1. Introduction
The frequency spectrum, essential for wireless communications, is a limited resource that has become increasingly congested [
1,
2,
3]. Cognitive radio (CR) dynamically allocates communication for secondary users (SUs) in parts of the spectrum, known as spectrum holes, where primary users (PUs) are absent [
4,
5,
6]. Several techniques exist for spectrum sensing, including energy detection, feature detection, Nyquist and sub-Nyquist methods, and multi-bit and one-bit compressive sensing. More recently, machine learning models have been employed to detect the presence of PUs [
7,
8]. Across these methods, noise can adversely affect the accurate detection of PUs, impacting the efficient use of the spectrum. In multi-user systems, the distance between users significantly influences the noise levels. Thus, predicting the noise level in the received signal and understanding user distances is fundamental for optimizing spectrum efficiency.

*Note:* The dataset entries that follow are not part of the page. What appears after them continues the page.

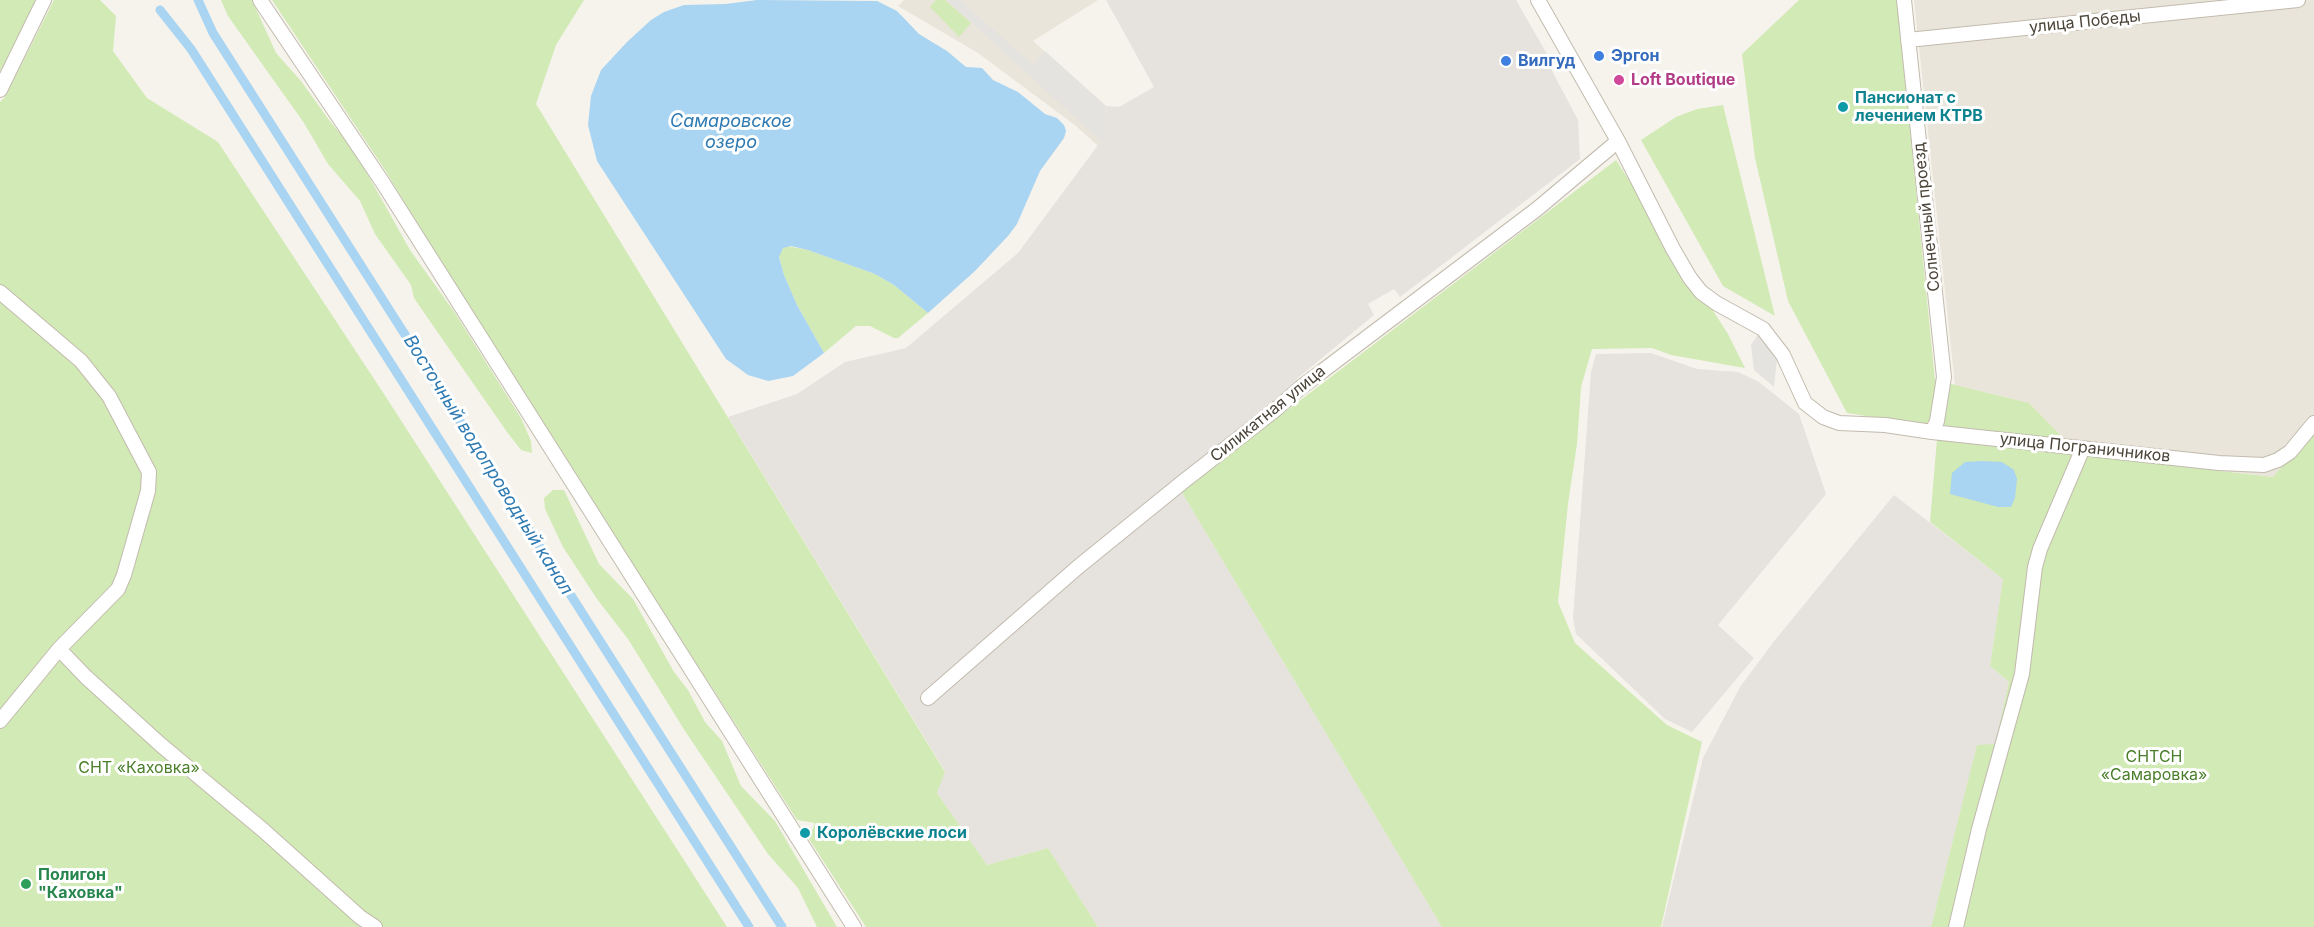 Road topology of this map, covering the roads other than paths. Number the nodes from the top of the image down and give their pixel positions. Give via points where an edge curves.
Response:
1 (44, 0) edge
2 (260, 0) edge
3 (1538, 0) edge
4 (1904, 0) edge
5 (2298, 0) edge
6 (1908, 40) junction
7 (0, 90) edge
8 (1618, 141) junction
9 (0, 292) edge
10 (2314, 423) edge
11 (1932, 432) junction
12 (2082, 448) junction
13 (58, 649) junction
14 (928, 699) dead end
15 (0, 721) edge
16 (375, 927) edge
17 (854, 927) edge
18 (1956, 927) edge

1 - 7 street
2 - 17 street via 383,183
3 - 8 street
4 - 6 street, Солнечный проезд
5 - 6 street, улица Победы
6 - 11 street, Солнечный проезд via 1944,376
8 - 11 street, улица Пограничников via 1695,285 1716,303 1763,329 1783,355 1805,403 1839,423
8 - 14 street, Силикатная улица via 1537,209 1184,481 1078,567
9 - 13 street via 81,361 109,396 149,472 148,491 118,589
10 - 12 street, улица Пограничников via 2290,452 2264,465
11 - 12 street, улица Пограничников
12 - 18 street via 2035,567 2022,674
13 - 15 street
13 - 16 street via 161,745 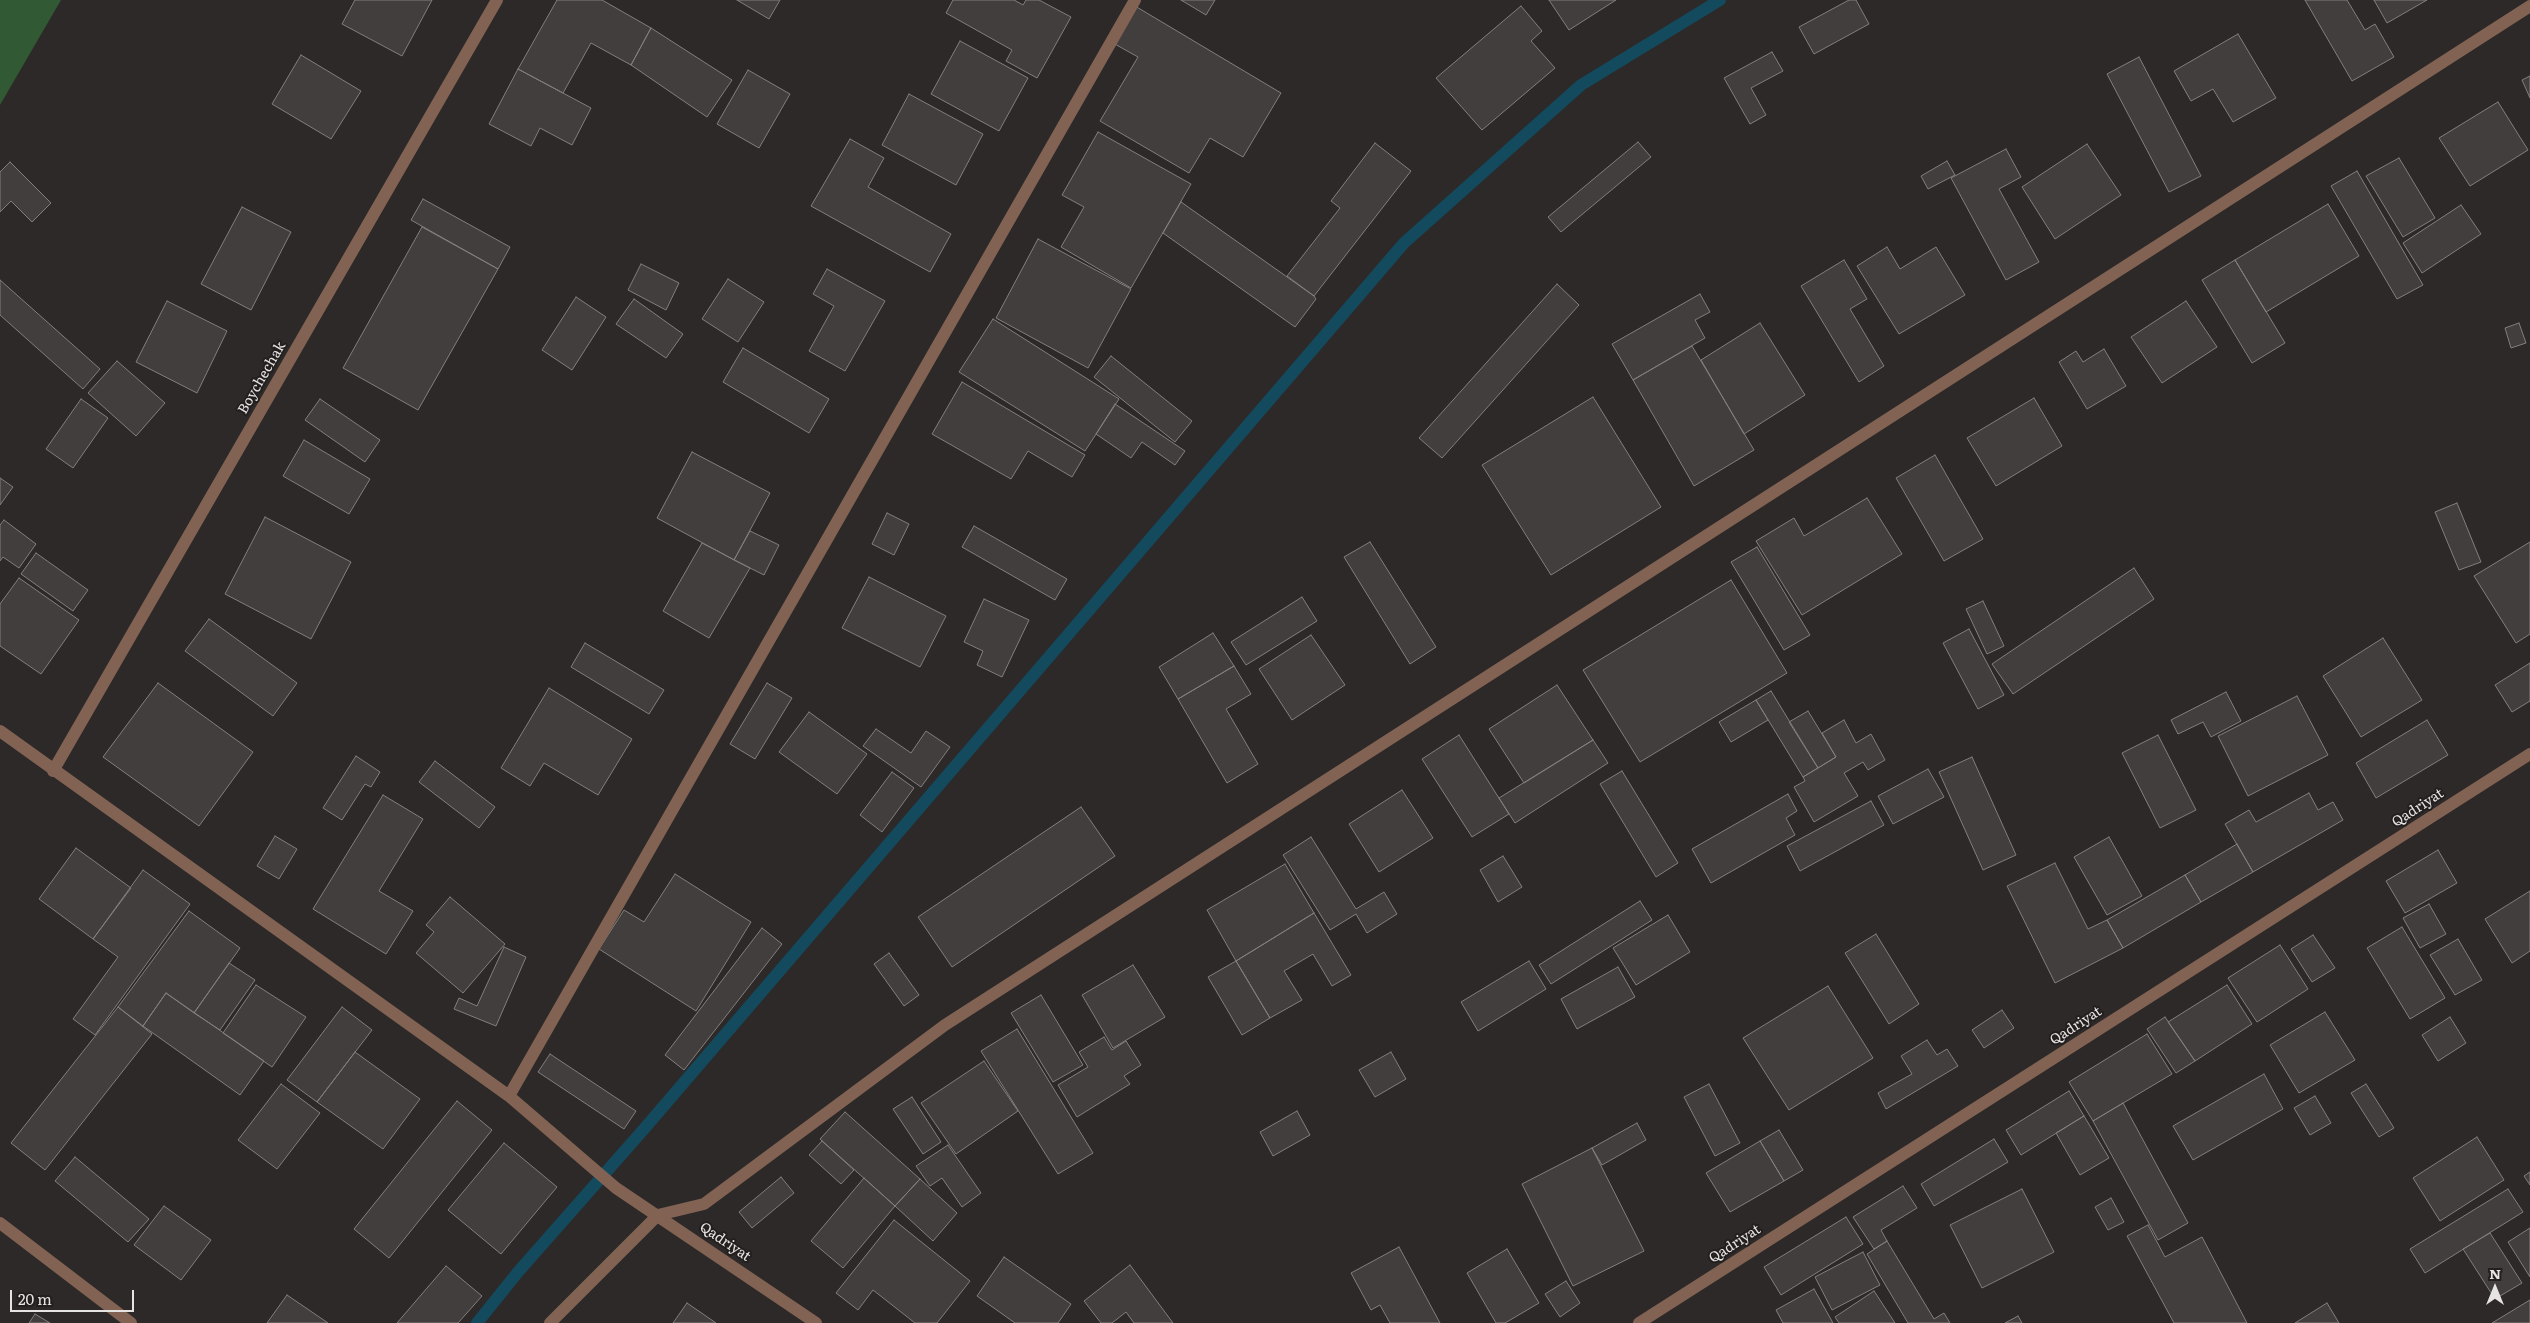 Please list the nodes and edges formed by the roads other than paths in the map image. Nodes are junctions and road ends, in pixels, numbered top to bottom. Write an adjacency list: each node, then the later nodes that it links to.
1 (497, 0): 6 (street, Boychechak)
2 (1135, 0): 7 (street)
3 (2530, 6): 8 (street)
4 (0, 732): 6 (street, Qadriyat)
5 (2530, 754): 13 (street, Qadriyat)
6 (53, 771): 7 (street, Qadriyat)
7 (509, 1096): 8 (street, Qadriyat)
8 (658, 1214): 11 (street); 12 (street, Qadriyat)
9 (0, 1223): 10 (street)
10 (131, 1323)
11 (550, 1323)
12 (816, 1323)
13 (1638, 1323)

In communication systems, noise refers to any unwanted or random interference that compromises the quality of a transmitted signal. Noise can distort the original information being transmitted, leading to errors, diminished signal clarity, and reduced communication performance [
9]. Almost all communication channels and systems encounter noise, which can originate from various sources. The noise level can be influenced by several factors, including transmitted power, path loss, shadow fading, multipath fading, and the distance between users. In addition to these factors, additive white Gaussian noise is a type of noise that exists across all frequencies [
10]. This noise is characterized by its randomness and uniform energy distribution throughout the frequency spectrum. White Gaussian noise is a common model for representing random background noise in communication systems. By predicting noise levels, one can more effectively optimize system parameters and frequency allocation [
11].
The distance between users is an important factor that influences signal quality and, consequently, spectrum efficiency. In spectrum sensing, the strength of the received signal depends on the distance between the transmitter and receiver. Predicting these distances helps to adjust the transmission power levels: users closer to the transmitter require lower power for reliable communication, while users farther away need higher power [
12]. This power control optimizes energy efficiency and minimizes interference. Especially in systems with limited resources, such as bandwidth, predicting distances is fundamental for effective resource allocation. Users closer to the transmitter can be assigned greater bandwidth and consequently higher data rates, while those farther away might be allocated smaller bandwidths to improve the signal quality at the same transmission power level. Additionally, distance prediction is essential for providing location-based services. The distance between users can also impact the performance of artificial intelligence models used to increase spectrum efficiency. By estimating distances, services like navigation, location-based advertisements, and emergency services can be offered.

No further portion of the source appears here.